Monday, August 31, 2015

You, Me, and the Lee: Meaning in Melville


Suggested Reading:

Moby-Dick, or the Whale, by Herman Melville... of course.


Outline of the Argument:

Part I: The Whale

Key word: wonder

I. Opaque/Oblique Meaning
            Opaque: aware of meaning without comprehending
            Oblique: indicates presence of opaque by recreating feeling of wonder
                        Metaphor achieves this: Moby-Dick contains massive metaphor
                        Whale = oblique meaning, indicating opaque.                                   

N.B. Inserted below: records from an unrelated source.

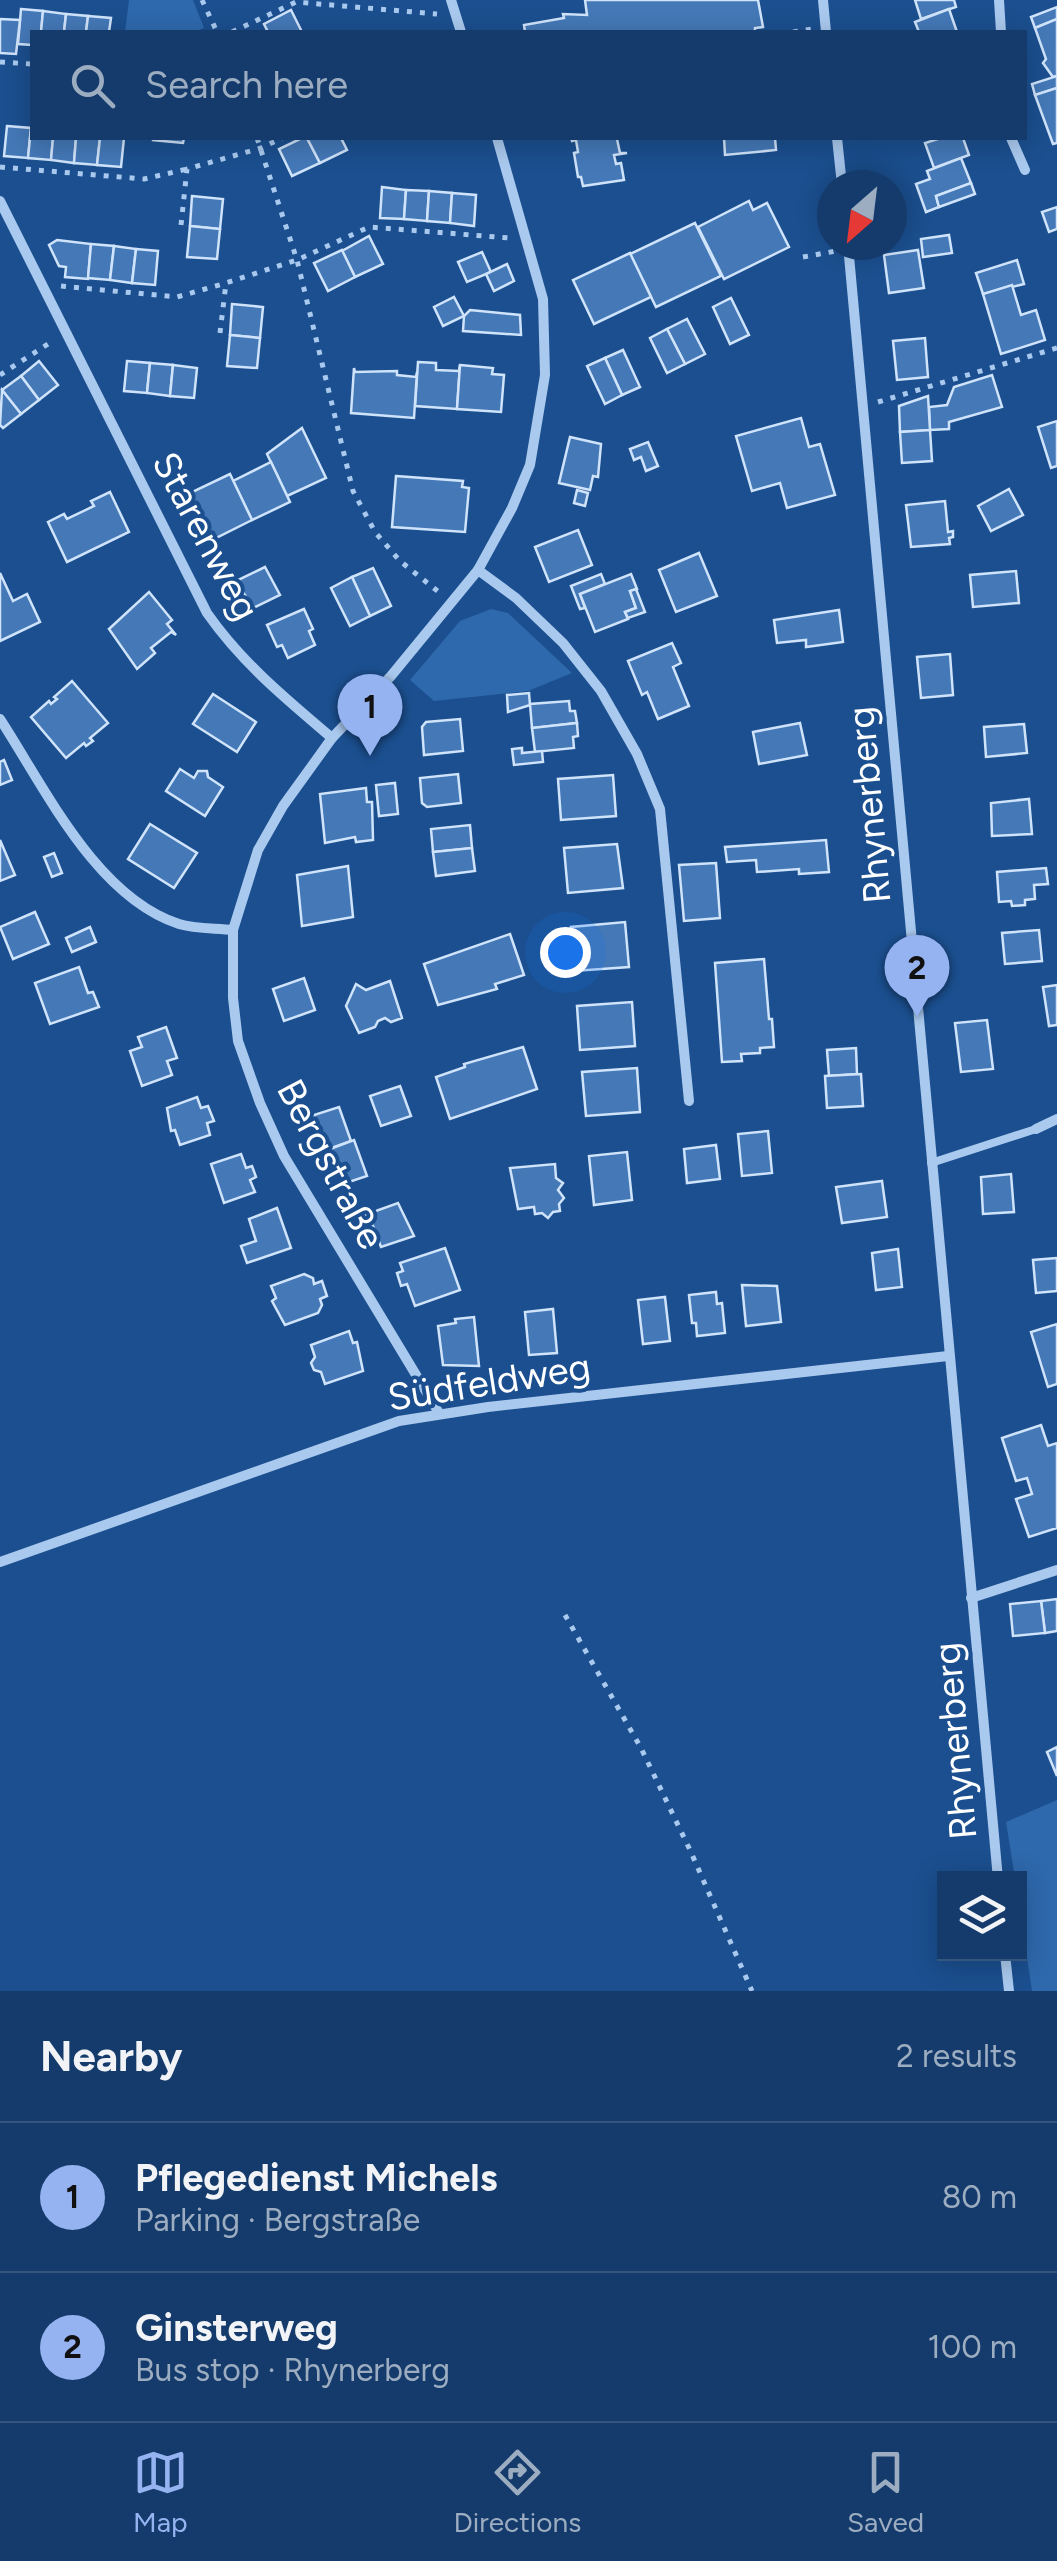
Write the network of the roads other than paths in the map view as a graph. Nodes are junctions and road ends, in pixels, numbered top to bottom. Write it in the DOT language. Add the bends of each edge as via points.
graph roads {
  1 [pos="451,0"];
  2 [pos="823,0"];
  3 [pos="998,0"];
  4 [pos="460,30"];
  5 [pos="826,30"];
  6 [pos="1002,30"];
  7 [pos="498,140"];
  8 [pos="837,140"];
  9 [pos="1011,140"];
  10 [pos="840,170"];
  11 [pos="1025,170"];
  12 [pos="0,200"];
  13 [pos="849,260"];
  14 [pos="478,570"];
  15 [pos="0,719"];
  16 [pos="332,738"];
  17 [pos="233,930"];
  18 [pos="688,1102"];
  19 [pos="1057,1119"];
  20 [pos="1036,1129"];
  21 [pos="932,1163"];
  22 [pos="948,1356"];
  23 [pos="439,1413"];
  24 [pos="0,1562"];
  25 [pos="1057,1570"];
  26 [pos="972,1598"];
  27 [pos="997,1871"];
  28 [pos="1006,1961"];
  29 [pos="1009,1991"];
  1 -- 4 [label="street"];
  2 -- 5 [label="street"];
  3 -- 6 [label="street"];
  7 -- 14 [label="street, Bergstraße" via="543,299 545,375 530,465"];
  8 -- 10 [label="street"];
  9 -- 11 [label="street"];
  12 -- 16 [label="street, Starenweg" via="207,613 263,681"];
  13 -- 21 [label="street, Rhynerberg"];
  14 -- 16 [label="street, Bergstraße"];
  14 -- 18 [label="street" via="563,643 601,691 660,809"];
  15 -- 17 [label="street" via="94,864 146,908 181,924"];
  16 -- 17 [label="street, Bergstraße" via="258,850"];
  17 -- 23 [label="street, Bergstraße" via="238,1041 260,1103 284,1156"];
  19 -- 20 [label="street"];
  20 -- 21 [label="lane"];
  21 -- 22 [label="street, Rhynerberg"];
  22 -- 23 [label="street, Südfeldweg"];
  22 -- 26 [label="street, Rhynerberg"];
  23 -- 24 [label="street, Südfeldweg"];
  25 -- 26 [label="street, Rhynerberg"];
  26 -- 27 [label="street, Rhynerberg"];
  28 -- 29 [label="street"];
}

II. Melville digressions.  He does not digress; he simply sees meaning in everything!
            Imagine monuments in his novel to everything he observes, and its meaning.
                        Ahab’s battle against the whale, Moby Dick.
                       
III. Center of novel: contrast between Ahab and Ishmael
            “Call me Ishmael:” Ishmael is not his name.
                        He’s an allegory for wanderer, for no one.
                        He might as well be Ishmael, the banished son of Abraham, the Not-Isaac
            “Ahab was a crowned king:” he is more than other men
                        A representation of human greatness.
                        Ahab is in a position to know, to comprehend, to be included; yet still isn’t.
                                    This is why he hunts Moby Dick.

IV. The whale = Stonehenge.  Meaning withheld; we can’t encompass it, yet it is
            Melville’s digression is a product of his wonder.